**Exercise details:** From the data below, restate every line word for word.

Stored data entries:
--
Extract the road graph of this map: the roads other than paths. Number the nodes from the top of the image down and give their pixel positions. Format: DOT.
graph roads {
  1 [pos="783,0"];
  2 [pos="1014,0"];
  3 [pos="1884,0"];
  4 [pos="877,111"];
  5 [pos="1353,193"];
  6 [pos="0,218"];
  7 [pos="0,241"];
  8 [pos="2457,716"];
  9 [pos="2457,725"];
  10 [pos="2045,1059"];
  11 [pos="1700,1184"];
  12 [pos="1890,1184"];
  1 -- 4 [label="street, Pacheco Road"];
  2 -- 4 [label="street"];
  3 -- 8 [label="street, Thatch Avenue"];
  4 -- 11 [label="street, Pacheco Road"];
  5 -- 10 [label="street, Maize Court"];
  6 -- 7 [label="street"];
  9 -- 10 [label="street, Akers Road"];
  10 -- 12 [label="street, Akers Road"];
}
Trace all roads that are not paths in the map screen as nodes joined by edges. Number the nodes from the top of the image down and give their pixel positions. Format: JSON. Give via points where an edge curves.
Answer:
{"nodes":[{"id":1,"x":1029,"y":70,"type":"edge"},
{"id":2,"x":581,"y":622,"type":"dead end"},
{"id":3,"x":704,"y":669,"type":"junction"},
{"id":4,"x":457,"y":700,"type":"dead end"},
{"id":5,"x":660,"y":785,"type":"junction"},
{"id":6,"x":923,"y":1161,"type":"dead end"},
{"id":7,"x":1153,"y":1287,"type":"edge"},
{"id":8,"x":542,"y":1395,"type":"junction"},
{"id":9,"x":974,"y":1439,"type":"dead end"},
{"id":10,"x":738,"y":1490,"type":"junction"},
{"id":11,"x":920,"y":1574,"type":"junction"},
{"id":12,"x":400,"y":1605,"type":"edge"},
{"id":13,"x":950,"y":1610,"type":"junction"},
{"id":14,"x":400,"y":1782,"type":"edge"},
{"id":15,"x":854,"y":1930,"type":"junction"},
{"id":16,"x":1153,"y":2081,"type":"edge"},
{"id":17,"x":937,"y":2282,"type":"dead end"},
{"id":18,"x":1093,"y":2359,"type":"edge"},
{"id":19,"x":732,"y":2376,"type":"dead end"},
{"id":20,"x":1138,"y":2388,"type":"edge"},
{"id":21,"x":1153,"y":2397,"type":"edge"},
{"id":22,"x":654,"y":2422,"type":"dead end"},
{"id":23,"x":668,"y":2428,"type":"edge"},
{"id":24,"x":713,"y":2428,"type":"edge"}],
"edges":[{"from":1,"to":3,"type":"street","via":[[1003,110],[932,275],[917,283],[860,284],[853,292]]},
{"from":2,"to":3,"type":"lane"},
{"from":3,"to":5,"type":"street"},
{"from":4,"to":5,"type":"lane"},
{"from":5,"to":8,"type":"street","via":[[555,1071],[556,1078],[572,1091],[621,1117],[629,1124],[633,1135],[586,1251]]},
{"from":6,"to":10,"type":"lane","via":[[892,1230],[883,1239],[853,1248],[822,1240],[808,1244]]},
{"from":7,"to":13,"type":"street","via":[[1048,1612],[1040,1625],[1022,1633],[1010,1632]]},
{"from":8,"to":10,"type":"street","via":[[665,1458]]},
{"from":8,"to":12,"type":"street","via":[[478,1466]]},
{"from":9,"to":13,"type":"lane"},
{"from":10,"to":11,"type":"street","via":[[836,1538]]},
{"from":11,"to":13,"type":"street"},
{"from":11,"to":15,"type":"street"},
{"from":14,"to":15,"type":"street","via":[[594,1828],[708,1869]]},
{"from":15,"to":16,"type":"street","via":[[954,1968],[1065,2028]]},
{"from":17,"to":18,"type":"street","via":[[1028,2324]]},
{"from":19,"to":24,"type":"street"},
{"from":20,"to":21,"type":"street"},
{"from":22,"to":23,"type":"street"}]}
--
**Task answer:**
Extract the road graph of this map: the roads other than paths. Number the nodes from the top of the image down and give their pixel positions. Format: DOT.
graph roads {
  1 [pos="783,0"];
  2 [pos="1014,0"];
  3 [pos="1884,0"];
  4 [pos="877,111"];
  5 [pos="1353,193"];
  6 [pos="0,218"];
  7 [pos="0,241"];
  8 [pos="2457,716"];
  9 [pos="2457,725"];
  10 [pos="2045,1059"];
  11 [pos="1700,1184"];
  12 [pos="1890,1184"];
  1 -- 4 [label="street, Pacheco Road"];
  2 -- 4 [label="street"];
  3 -- 8 [label="street, Thatch Avenue"];
  4 -- 11 [label="street, Pacheco Road"];
  5 -- 10 [label="street, Maize Court"];
  6 -- 7 [label="street"];
  9 -- 10 [label="street, Akers Road"];
  10 -- 12 [label="street, Akers Road"];
}
Trace all roads that are not paths in the map screen as nodes joined by edges. Number the nodes from the top of the image down and give their pixel positions. Format: JSON. Give via points where an edge curves.
Answer:
{"nodes":[{"id":1,"x":1029,"y":70,"type":"edge"},
{"id":2,"x":581,"y":622,"type":"dead end"},
{"id":3,"x":704,"y":669,"type":"junction"},
{"id":4,"x":457,"y":700,"type":"dead end"},
{"id":5,"x":660,"y":785,"type":"junction"},
{"id":6,"x":923,"y":1161,"type":"dead end"},
{"id":7,"x":1153,"y":1287,"type":"edge"},
{"id":8,"x":542,"y":1395,"type":"junction"},
{"id":9,"x":974,"y":1439,"type":"dead end"},
{"id":10,"x":738,"y":1490,"type":"junction"},
{"id":11,"x":920,"y":1574,"type":"junction"},
{"id":12,"x":400,"y":1605,"type":"edge"},
{"id":13,"x":950,"y":1610,"type":"junction"},
{"id":14,"x":400,"y":1782,"type":"edge"},
{"id":15,"x":854,"y":1930,"type":"junction"},
{"id":16,"x":1153,"y":2081,"type":"edge"},
{"id":17,"x":937,"y":2282,"type":"dead end"},
{"id":18,"x":1093,"y":2359,"type":"edge"},
{"id":19,"x":732,"y":2376,"type":"dead end"},
{"id":20,"x":1138,"y":2388,"type":"edge"},
{"id":21,"x":1153,"y":2397,"type":"edge"},
{"id":22,"x":654,"y":2422,"type":"dead end"},
{"id":23,"x":668,"y":2428,"type":"edge"},
{"id":24,"x":713,"y":2428,"type":"edge"}],
"edges":[{"from":1,"to":3,"type":"street","via":[[1003,110],[932,275],[917,283],[860,284],[853,292]]},
{"from":2,"to":3,"type":"lane"},
{"from":3,"to":5,"type":"street"},
{"from":4,"to":5,"type":"lane"},
{"from":5,"to":8,"type":"street","via":[[555,1071],[556,1078],[572,1091],[621,1117],[629,1124],[633,1135],[586,1251]]},
{"from":6,"to":10,"type":"lane","via":[[892,1230],[883,1239],[853,1248],[822,1240],[808,1244]]},
{"from":7,"to":13,"type":"street","via":[[1048,1612],[1040,1625],[1022,1633],[1010,1632]]},
{"from":8,"to":10,"type":"street","via":[[665,1458]]},
{"from":8,"to":12,"type":"street","via":[[478,1466]]},
{"from":9,"to":13,"type":"lane"},
{"from":10,"to":11,"type":"street","via":[[836,1538]]},
{"from":11,"to":13,"type":"street"},
{"from":11,"to":15,"type":"street"},
{"from":14,"to":15,"type":"street","via":[[594,1828],[708,1869]]},
{"from":15,"to":16,"type":"street","via":[[954,1968],[1065,2028]]},
{"from":17,"to":18,"type":"street","via":[[1028,2324]]},
{"from":19,"to":24,"type":"street"},
{"from":20,"to":21,"type":"street"},
{"from":22,"to":23,"type":"street"}]}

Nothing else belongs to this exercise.